_Exercise aim_
Only a number is expected in reply: the count of lines below where the word "nodes" occurs.
Data for analysis Start Marker
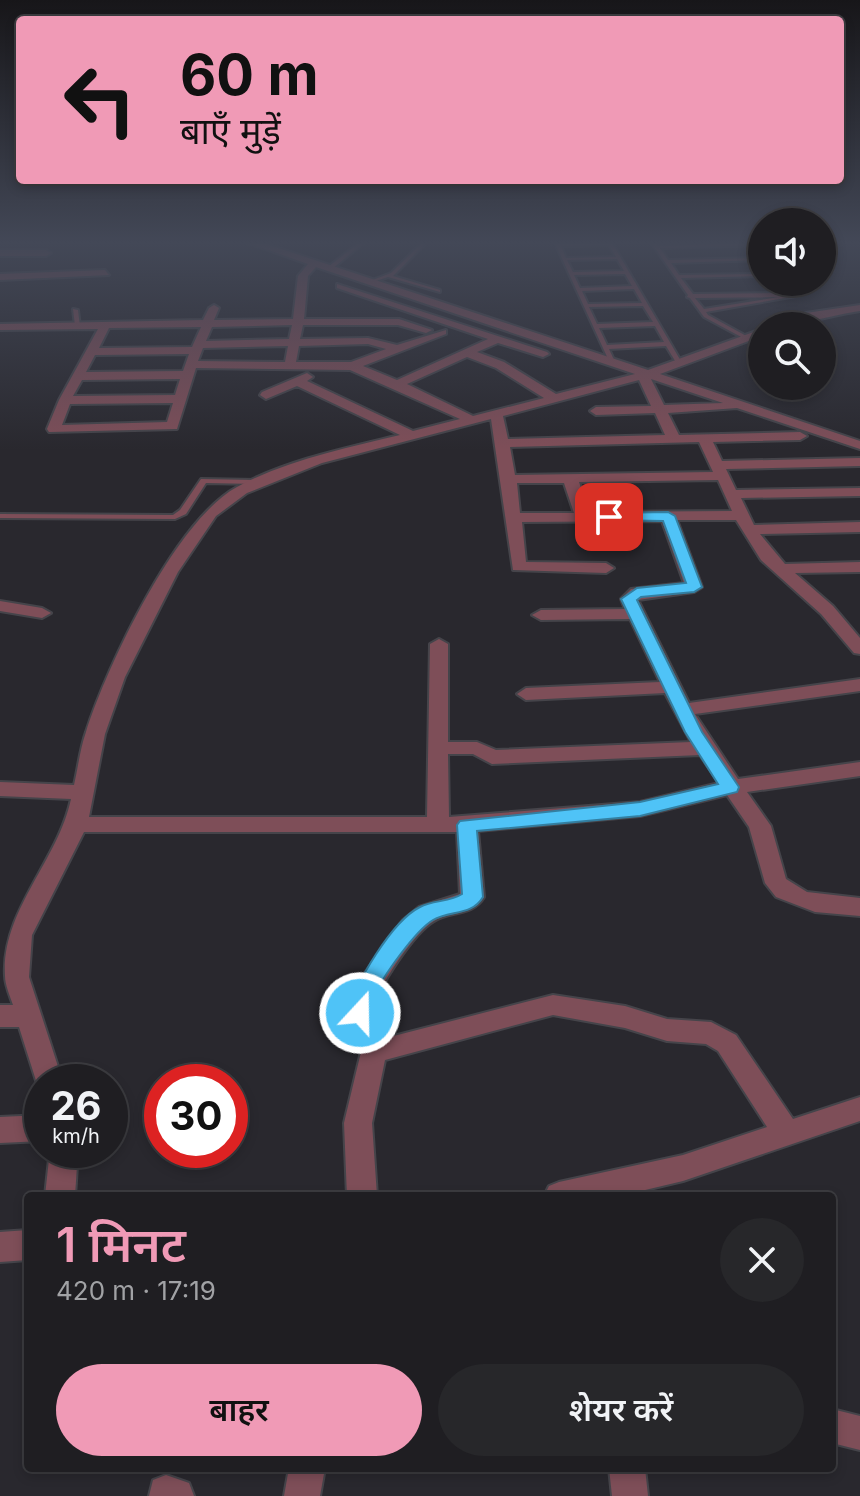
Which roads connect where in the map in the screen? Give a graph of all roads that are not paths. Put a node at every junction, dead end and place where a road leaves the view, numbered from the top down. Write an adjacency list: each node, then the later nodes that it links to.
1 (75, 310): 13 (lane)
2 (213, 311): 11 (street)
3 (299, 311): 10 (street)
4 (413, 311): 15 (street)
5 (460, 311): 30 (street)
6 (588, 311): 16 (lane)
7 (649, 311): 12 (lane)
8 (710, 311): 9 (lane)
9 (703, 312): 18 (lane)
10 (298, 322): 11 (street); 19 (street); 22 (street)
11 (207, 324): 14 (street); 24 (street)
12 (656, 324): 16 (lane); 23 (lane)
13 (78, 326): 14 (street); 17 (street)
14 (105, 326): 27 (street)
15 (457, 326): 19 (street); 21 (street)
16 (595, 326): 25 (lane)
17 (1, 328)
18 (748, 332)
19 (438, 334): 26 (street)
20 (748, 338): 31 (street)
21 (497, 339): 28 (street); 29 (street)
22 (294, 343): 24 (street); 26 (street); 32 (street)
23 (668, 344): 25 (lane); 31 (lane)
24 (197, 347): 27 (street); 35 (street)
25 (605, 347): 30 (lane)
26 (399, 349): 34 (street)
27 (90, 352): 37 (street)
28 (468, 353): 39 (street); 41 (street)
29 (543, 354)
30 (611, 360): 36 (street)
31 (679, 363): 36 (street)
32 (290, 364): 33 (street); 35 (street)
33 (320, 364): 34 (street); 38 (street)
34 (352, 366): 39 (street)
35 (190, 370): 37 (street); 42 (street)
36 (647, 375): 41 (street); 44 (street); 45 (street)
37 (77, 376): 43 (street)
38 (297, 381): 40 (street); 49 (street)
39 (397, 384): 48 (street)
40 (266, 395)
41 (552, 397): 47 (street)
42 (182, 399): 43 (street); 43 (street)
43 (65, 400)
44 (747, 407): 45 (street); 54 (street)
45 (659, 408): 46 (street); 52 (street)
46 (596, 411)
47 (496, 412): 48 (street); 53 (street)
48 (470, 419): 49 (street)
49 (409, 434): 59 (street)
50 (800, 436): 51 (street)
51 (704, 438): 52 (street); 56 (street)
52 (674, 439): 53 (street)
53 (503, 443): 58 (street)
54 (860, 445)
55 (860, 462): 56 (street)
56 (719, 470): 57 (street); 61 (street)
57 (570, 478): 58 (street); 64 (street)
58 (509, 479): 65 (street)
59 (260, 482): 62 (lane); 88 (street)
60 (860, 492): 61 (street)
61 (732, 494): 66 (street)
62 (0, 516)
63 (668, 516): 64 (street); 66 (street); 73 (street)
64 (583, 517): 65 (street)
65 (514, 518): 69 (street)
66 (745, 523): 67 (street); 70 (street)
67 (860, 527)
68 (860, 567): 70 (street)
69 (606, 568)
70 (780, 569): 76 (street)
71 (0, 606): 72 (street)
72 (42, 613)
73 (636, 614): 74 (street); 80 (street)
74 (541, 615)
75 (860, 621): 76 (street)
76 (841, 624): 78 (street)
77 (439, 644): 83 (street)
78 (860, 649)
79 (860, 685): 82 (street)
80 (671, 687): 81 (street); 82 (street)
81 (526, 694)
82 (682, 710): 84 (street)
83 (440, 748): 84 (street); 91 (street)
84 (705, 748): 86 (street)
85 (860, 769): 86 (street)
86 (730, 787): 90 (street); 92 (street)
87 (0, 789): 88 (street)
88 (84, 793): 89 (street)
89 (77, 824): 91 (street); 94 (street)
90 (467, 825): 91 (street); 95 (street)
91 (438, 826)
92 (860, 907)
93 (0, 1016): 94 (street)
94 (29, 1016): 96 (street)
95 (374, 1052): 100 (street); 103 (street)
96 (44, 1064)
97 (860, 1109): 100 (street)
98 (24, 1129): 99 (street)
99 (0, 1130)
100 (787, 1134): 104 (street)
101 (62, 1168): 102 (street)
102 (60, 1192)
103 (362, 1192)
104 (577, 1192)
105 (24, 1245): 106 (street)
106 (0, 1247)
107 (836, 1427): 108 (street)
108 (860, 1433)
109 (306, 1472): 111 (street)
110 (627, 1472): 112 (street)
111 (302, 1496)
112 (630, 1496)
Data for analysis End Marker
Data for analysis Start Marker
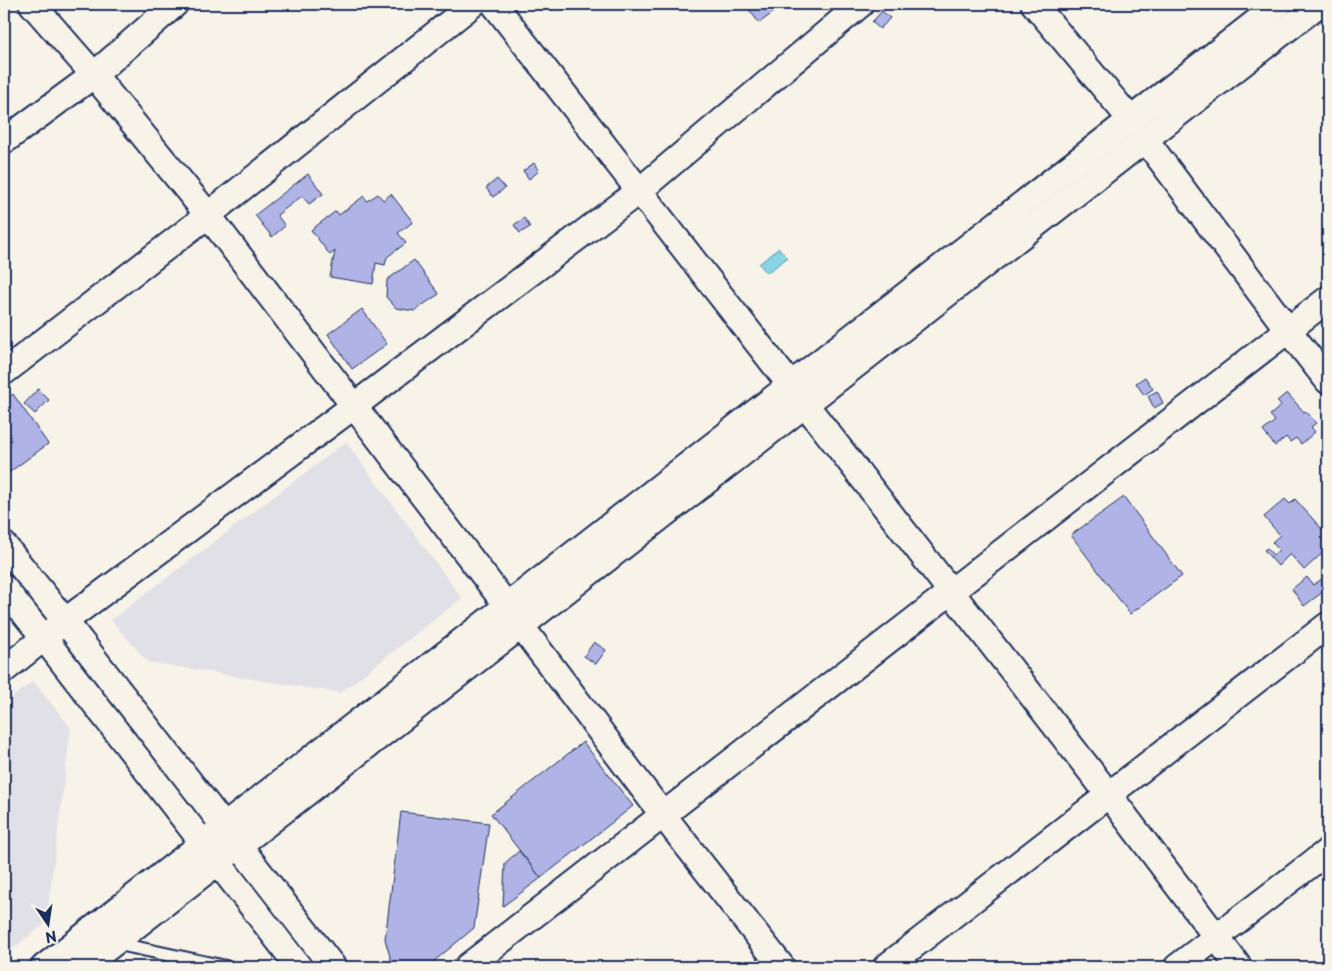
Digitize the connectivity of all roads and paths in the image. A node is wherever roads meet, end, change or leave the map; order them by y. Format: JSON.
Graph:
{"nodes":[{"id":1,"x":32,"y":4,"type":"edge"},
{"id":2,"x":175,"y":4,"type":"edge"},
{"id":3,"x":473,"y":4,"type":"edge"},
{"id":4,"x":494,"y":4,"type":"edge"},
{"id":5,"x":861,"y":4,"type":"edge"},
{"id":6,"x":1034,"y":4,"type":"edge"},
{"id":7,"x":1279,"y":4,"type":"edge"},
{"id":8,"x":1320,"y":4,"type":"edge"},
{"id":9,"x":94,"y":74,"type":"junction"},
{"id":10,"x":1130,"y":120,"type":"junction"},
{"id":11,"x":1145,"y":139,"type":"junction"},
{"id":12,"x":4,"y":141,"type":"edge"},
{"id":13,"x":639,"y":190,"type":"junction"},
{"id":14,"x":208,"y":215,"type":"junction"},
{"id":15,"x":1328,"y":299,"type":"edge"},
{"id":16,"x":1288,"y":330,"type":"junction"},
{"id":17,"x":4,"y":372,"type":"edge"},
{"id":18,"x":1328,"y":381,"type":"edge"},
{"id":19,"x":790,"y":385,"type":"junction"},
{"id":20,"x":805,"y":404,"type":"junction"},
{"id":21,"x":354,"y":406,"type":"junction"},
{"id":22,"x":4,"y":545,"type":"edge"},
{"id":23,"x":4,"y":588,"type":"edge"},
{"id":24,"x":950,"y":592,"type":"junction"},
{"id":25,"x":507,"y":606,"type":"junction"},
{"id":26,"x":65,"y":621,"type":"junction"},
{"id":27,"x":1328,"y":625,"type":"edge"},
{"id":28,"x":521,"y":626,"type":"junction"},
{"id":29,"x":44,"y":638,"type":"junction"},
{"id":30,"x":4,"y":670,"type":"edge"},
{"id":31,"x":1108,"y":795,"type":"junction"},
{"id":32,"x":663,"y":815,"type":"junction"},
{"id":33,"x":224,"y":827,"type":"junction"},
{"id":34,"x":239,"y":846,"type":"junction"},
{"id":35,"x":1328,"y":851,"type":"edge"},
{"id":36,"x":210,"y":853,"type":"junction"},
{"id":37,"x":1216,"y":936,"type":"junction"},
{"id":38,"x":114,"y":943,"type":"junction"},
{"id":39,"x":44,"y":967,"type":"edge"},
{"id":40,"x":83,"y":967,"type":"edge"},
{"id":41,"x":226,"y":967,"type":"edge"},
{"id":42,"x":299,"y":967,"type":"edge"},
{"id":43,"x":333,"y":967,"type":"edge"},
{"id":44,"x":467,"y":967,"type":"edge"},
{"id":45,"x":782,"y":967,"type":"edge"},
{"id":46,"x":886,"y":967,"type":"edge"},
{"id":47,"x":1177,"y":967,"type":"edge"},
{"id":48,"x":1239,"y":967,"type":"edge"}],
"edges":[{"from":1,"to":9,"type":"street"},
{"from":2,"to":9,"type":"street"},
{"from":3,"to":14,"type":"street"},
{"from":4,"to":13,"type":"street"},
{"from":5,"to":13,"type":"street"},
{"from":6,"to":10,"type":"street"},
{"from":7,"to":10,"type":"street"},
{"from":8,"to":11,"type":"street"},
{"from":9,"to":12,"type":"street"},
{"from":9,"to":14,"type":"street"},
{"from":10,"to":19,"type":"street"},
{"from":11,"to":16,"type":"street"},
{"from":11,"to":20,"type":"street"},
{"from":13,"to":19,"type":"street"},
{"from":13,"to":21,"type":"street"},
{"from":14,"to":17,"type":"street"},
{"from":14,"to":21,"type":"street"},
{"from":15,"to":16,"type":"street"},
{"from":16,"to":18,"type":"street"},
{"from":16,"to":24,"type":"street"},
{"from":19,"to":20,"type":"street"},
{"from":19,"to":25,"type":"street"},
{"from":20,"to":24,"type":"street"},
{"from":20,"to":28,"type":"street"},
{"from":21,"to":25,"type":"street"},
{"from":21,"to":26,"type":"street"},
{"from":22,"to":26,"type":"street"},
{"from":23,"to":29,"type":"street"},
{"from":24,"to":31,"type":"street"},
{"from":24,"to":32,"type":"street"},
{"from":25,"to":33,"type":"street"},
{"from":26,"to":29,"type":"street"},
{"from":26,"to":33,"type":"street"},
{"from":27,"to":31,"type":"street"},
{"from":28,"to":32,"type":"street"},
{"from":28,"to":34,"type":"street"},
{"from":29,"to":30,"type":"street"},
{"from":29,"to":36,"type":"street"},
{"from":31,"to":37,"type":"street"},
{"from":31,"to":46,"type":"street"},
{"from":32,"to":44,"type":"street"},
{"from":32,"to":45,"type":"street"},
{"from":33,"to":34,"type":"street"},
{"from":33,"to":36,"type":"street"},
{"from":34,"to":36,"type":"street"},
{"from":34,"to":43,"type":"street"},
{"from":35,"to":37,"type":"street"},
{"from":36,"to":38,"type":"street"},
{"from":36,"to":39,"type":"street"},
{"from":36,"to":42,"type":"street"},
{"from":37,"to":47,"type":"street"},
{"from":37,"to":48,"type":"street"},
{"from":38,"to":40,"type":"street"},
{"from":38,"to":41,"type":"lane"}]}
Data for analysis End Marker
_The answer_
2